Riot’s New Fighting Game Project L Enters Playtesting This Weekend


by in League of Legends | Apr, 23rd 2021

Of all the Riot projects currently ongoing at the company, the one we know perhaps the least about is the upcoming fighting game, Project L. All of that could be set to change very soon as it’s been revealed that Project L is about to enter playtesting this weekend with various fighting game pros invited and set to attend.

Riot’s Doing Project L Testing Behind Closed Doors With Focus Groups


Of course, Riot has not commented on this playtesting publicly, ostensibly because they are not ready to show it off to the world just yet, but do want professional player feedback. This sort of feedback has been invaluable to companies like Capcom in the past for their fighting games, as we saw with games like Marvel vs Capcom Infinite during its development.

According to a new report from Jun Lee, these playtests will be taking place April 23 through April 25 in the LA area. Riot sent out surveys about fighting games and invited people in for an in-person playtest.

The tests will take place Friday, April 23, from 4 to 10 PM, Saturday, April 24, from 12 PM to 6 PM, and April 25, from 12–6 PM. Unfortunately, it does not sound like these tests will be streamed, nor will the footage be released from them.

This was done completely randomly, it seems, and not done with influencers or fighting game pros in mind, at least for this one. The original survey noted that playtests could be happening throughout the middle of May as well, so people that received the survey could still be invited to a future date. Given that playtests such as these are going on, Lee went on to warn viewers that fake leaks are likely to be rampant, and with Riot’s heavy NDAs, it’s unlikely that anything will leak from these playtests.

Why Is Project L so Important to the FGC?


Riot’s Project L could represent a huge paradigm shift in not only the way that fighting games are played, but it could also represent a reason for fighting game players to play on PC over consoles at long last. For far too long, the fighting game community has been somewhat limited compared to its brethren in other esports genres by the kinds of sponsors that could reasonably expect returns when funding events. Since these games were played on consoles, it shuts out an entire sector of PC sponsorship that otherwise might have helped propel the FGC to the same kinds of heights other games saw throughout the 2010s. While there was some progress made, there would have been much more bleed over if this hadn’t been the case.

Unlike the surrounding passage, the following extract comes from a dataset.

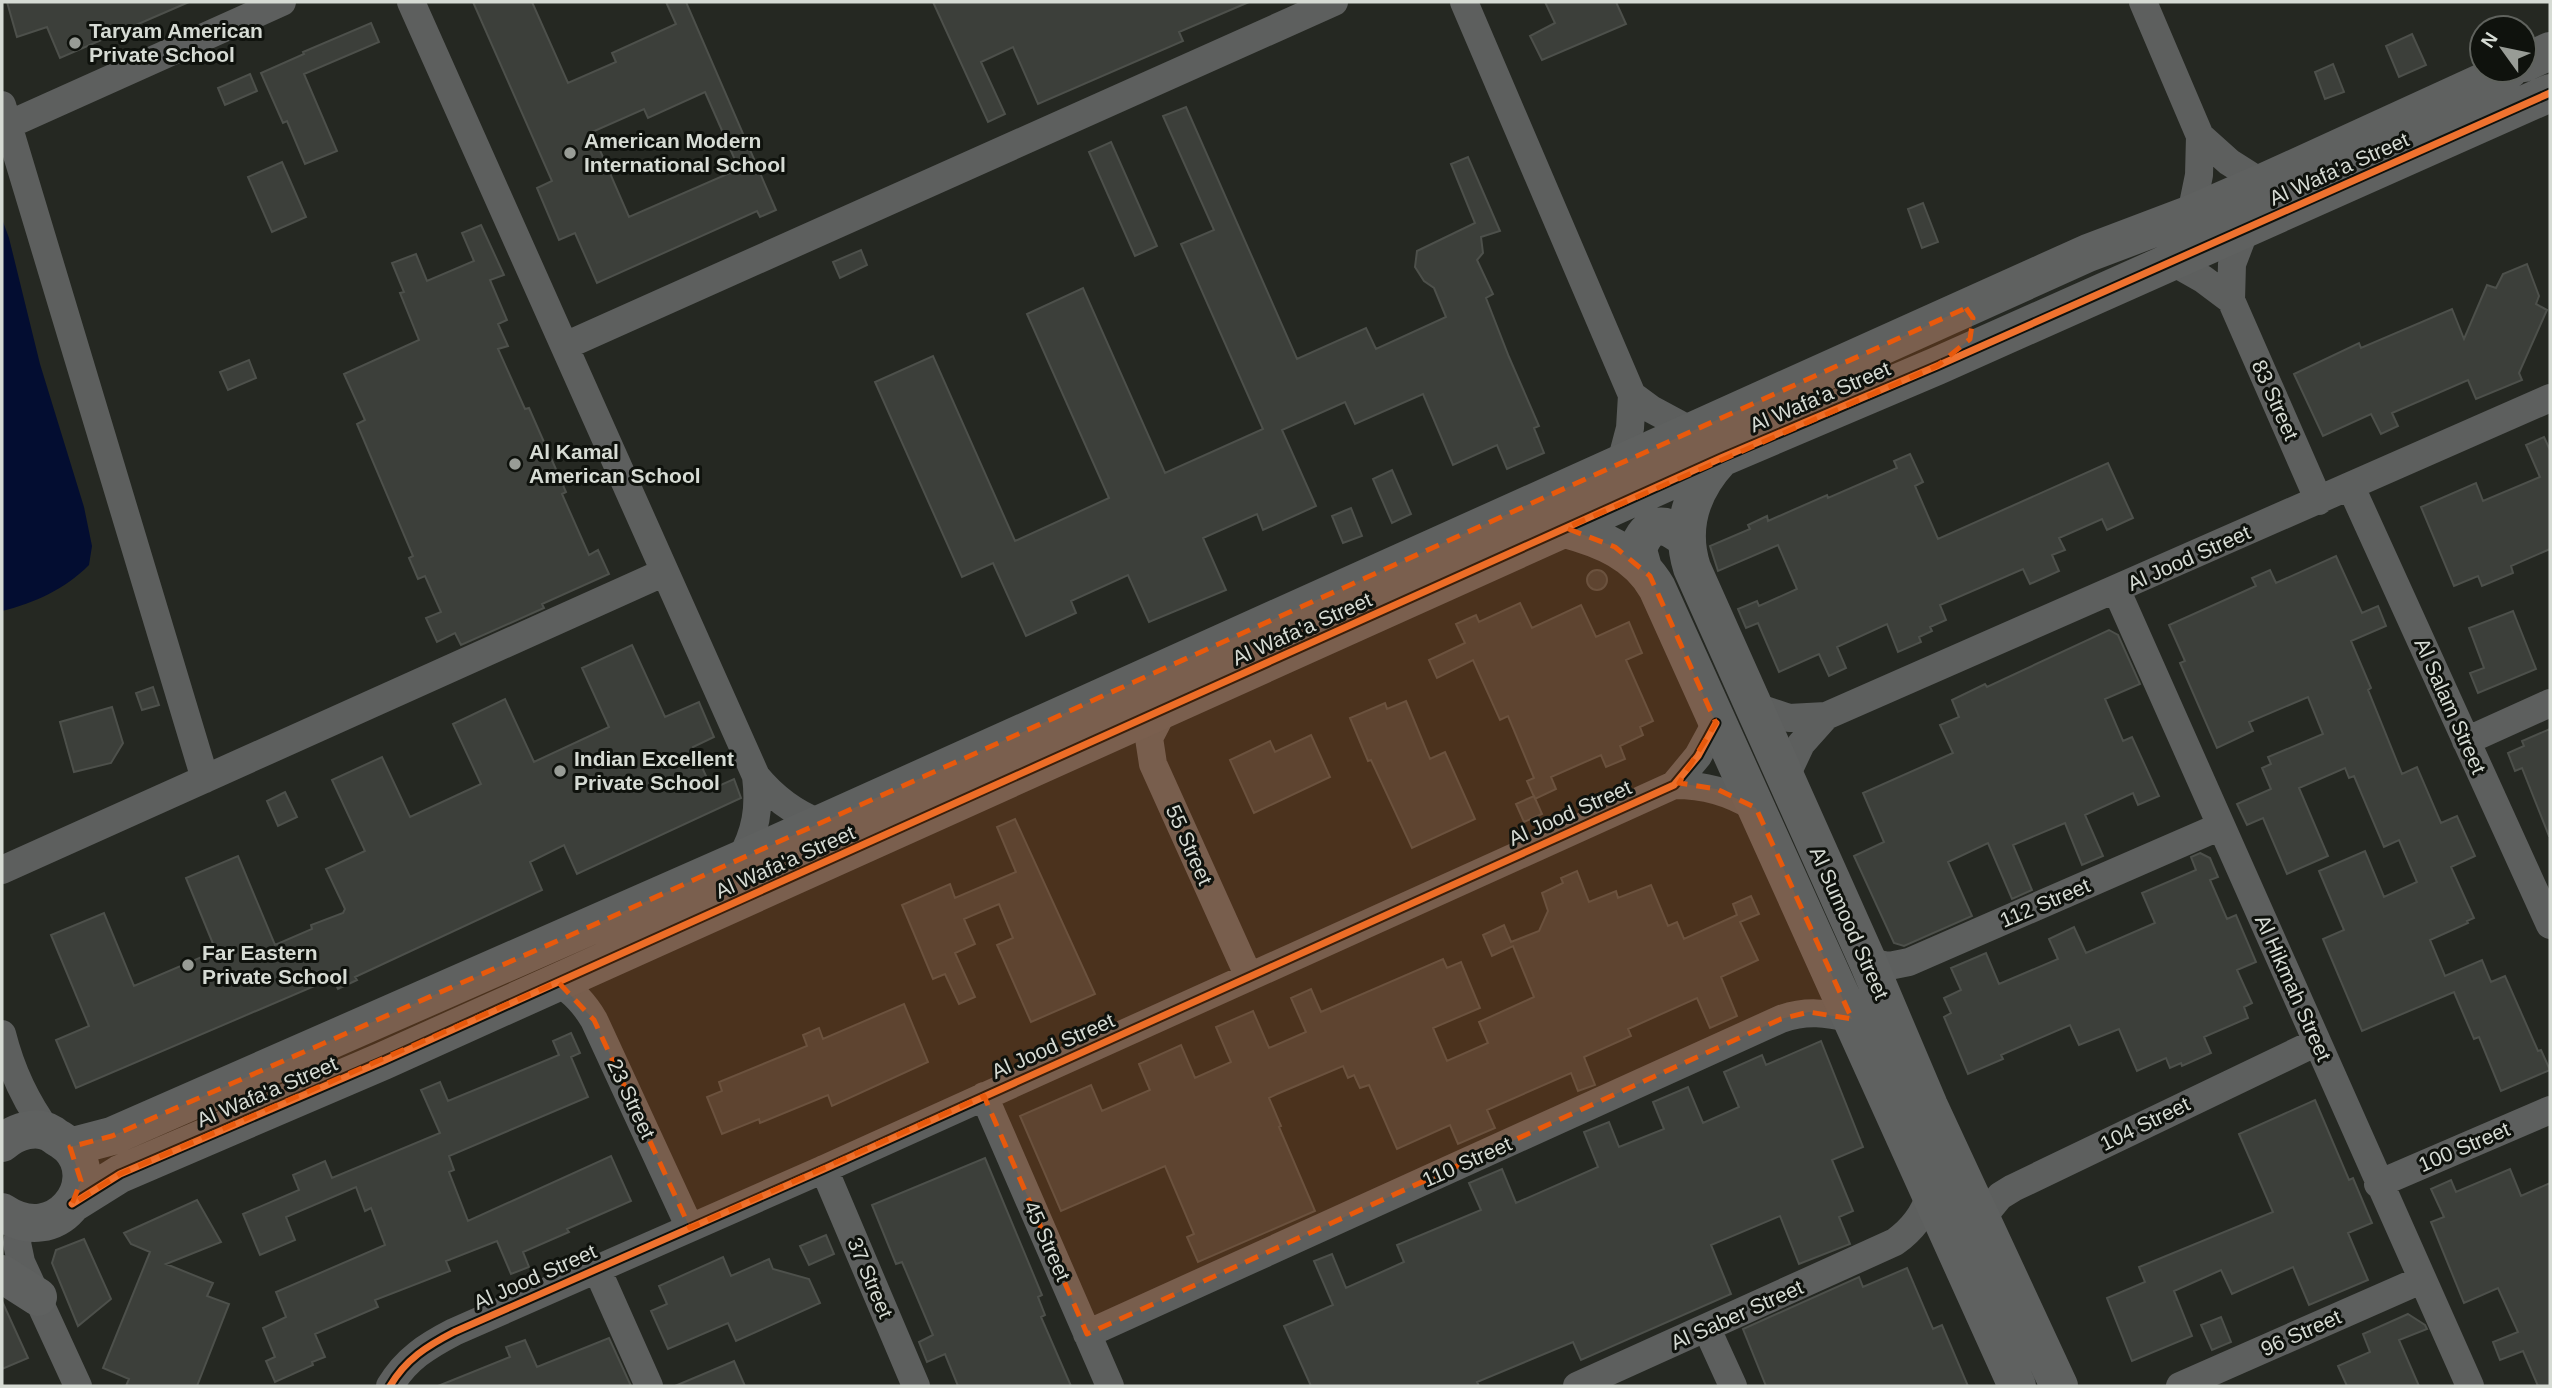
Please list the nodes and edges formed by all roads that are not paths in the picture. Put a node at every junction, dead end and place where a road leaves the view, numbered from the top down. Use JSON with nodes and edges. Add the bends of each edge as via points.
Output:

It also could be the rise of the GGPO netcode system in the mainstream FGC. Riot’s fighting game division is headed up by the Cannon brothers, who created the GGPO rollback netcode system, which Fightcade runs on to this day. Given that netcode has been one of the fighting game community’s biggest concerns, as well as Riot’s efforts to streamline the way data is routed for their games across the US’ frankly embarrassing internet infrastructure, this could make for one of the smoothest online systems ever seen in a fighting game.

While developers have been somewhat keen on making rollback a priority now, as with Guilty Gear Strive, it remains to be seen whether or not the online will function better than something like a Riot fighting game.

Also, given the Cannon’s experience with Rising Thunder and creating a fighting game that’s truly accessible to casual audiences, combined with the League of Legends IP, we could see a game that rivals or even surpasses the popularity of mainstays like Street Fighter.

With this playtest now in the cards, it’s possible that we’ll see an official reveal from Riot on gameplay from Project L after they’ve had time to gather more feedback from players.